Pull every line containing "image" out of the material below.

▶ _DATASET_:

================

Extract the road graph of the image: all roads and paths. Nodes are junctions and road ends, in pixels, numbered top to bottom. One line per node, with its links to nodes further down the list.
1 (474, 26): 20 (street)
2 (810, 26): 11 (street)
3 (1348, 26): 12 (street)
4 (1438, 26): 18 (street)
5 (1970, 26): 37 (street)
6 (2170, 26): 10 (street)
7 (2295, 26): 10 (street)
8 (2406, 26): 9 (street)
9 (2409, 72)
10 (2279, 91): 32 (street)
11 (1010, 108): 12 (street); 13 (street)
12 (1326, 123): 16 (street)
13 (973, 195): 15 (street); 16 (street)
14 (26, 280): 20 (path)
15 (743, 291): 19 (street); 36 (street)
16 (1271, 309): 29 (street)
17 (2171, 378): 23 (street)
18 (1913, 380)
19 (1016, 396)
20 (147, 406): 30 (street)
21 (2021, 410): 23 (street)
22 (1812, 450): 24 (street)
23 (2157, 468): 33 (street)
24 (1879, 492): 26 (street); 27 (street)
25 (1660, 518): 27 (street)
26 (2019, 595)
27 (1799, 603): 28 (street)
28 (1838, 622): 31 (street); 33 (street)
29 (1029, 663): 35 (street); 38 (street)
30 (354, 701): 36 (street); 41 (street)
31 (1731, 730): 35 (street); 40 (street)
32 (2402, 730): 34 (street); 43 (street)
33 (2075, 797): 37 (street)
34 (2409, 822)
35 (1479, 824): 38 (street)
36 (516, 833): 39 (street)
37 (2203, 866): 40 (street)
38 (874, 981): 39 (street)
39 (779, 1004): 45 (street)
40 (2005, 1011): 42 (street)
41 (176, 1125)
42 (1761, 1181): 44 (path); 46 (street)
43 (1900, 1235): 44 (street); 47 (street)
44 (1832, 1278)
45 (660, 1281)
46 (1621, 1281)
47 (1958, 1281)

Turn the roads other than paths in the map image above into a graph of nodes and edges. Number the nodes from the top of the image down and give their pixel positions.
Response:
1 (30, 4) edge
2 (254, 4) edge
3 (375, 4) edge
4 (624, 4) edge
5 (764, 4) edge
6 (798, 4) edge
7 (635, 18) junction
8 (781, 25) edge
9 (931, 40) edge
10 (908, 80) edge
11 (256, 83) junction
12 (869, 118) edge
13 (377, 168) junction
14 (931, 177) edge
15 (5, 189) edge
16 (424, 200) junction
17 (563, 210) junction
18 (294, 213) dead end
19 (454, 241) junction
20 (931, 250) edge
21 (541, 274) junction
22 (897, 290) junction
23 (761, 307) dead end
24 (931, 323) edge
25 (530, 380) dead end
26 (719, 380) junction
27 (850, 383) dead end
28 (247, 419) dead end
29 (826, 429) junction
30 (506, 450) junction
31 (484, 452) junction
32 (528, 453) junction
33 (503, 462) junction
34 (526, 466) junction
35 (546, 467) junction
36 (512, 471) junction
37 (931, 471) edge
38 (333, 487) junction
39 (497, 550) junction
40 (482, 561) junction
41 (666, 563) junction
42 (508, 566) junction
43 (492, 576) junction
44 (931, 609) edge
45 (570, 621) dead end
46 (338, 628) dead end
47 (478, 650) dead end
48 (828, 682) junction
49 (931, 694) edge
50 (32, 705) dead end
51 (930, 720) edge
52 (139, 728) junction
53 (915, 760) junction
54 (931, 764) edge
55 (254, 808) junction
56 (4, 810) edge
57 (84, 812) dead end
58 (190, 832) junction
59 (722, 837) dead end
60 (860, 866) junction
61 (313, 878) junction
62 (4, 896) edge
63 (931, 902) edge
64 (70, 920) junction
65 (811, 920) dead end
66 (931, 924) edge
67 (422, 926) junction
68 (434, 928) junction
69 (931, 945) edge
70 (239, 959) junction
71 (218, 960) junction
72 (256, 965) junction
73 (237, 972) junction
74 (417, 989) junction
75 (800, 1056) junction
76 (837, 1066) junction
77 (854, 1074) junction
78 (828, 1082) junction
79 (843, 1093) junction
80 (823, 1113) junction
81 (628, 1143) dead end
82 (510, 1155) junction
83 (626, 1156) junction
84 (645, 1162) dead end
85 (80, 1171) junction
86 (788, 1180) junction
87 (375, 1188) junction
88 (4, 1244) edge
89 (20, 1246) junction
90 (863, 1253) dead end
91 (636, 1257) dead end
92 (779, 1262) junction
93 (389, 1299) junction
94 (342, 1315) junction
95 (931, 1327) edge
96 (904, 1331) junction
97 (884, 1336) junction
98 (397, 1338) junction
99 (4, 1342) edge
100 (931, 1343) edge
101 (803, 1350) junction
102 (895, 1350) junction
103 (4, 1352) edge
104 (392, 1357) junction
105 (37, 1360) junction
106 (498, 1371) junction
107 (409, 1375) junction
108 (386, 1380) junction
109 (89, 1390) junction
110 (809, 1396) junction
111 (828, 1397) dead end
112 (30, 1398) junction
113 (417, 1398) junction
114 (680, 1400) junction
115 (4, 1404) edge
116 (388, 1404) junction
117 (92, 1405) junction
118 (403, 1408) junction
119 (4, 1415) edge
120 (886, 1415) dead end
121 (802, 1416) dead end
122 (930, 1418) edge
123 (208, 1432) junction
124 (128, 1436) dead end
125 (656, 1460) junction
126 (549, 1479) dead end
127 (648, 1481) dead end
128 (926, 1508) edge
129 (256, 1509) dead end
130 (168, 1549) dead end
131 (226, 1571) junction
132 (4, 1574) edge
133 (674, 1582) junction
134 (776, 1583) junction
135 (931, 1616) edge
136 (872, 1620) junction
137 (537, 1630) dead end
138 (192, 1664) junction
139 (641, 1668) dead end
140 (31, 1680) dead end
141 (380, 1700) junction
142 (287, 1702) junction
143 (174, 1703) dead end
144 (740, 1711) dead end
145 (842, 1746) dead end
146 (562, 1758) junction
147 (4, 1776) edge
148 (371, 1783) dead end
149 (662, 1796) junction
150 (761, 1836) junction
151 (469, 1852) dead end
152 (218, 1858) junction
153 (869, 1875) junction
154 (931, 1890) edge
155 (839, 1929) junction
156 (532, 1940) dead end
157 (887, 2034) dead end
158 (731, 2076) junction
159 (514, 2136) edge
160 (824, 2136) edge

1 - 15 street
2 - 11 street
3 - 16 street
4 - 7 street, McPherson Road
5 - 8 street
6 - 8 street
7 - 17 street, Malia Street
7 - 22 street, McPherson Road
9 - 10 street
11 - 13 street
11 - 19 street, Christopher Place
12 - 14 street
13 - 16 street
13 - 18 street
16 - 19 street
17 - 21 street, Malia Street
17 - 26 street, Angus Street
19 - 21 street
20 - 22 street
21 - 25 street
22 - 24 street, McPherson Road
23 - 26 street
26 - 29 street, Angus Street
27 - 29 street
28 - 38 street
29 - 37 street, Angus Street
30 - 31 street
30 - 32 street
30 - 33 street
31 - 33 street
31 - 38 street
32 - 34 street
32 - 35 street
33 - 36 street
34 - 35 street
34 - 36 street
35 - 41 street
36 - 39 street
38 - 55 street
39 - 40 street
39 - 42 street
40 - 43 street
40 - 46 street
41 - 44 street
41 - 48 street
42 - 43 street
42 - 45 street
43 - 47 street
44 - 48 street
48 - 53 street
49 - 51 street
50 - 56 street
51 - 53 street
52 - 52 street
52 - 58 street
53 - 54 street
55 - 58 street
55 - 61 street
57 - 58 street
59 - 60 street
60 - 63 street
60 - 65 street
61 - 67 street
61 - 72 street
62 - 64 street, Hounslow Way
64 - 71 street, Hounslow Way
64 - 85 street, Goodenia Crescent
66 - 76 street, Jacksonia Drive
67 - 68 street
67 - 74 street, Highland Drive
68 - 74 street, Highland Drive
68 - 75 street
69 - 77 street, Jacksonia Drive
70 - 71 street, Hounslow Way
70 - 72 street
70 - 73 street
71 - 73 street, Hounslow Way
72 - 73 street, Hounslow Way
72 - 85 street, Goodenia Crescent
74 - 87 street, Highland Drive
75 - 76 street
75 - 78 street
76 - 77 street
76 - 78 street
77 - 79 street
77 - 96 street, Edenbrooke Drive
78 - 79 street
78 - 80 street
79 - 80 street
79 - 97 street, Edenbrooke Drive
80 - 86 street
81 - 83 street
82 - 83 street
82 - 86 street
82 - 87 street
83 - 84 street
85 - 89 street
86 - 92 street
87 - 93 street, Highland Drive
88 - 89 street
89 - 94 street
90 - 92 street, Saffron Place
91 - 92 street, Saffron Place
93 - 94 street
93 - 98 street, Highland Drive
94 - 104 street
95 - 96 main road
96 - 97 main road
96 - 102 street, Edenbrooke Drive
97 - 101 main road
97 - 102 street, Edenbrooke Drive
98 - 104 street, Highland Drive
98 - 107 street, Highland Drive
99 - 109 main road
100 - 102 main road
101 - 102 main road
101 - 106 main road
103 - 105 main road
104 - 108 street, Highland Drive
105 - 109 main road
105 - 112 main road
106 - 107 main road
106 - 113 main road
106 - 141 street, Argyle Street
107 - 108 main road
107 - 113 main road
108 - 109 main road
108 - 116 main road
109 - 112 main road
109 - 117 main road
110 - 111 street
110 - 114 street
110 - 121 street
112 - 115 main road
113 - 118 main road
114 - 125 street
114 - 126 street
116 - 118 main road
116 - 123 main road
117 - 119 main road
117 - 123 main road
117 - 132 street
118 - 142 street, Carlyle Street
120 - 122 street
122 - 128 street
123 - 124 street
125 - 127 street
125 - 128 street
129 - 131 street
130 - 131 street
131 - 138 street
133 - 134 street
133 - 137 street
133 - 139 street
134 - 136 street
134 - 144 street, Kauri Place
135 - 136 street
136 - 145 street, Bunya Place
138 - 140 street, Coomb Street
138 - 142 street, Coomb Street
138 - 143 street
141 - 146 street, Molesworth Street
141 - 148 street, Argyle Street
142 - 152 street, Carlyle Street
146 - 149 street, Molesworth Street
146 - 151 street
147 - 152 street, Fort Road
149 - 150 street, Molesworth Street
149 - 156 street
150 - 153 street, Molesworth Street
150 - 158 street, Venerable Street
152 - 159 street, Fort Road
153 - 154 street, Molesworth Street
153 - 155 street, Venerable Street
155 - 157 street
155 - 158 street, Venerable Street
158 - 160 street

================

▶ _ANSWER TO THE PROBLEM_:
Extract the road graph of the image: all roads and paths. Nodes are junctions and road ends, in pixels, numbered top to bottom. One line per node, with its links to nodes further down the list.
Turn the roads other than paths in the map image above into a graph of nodes and edges. Number the nodes from the top of the image down and give their pixel positions.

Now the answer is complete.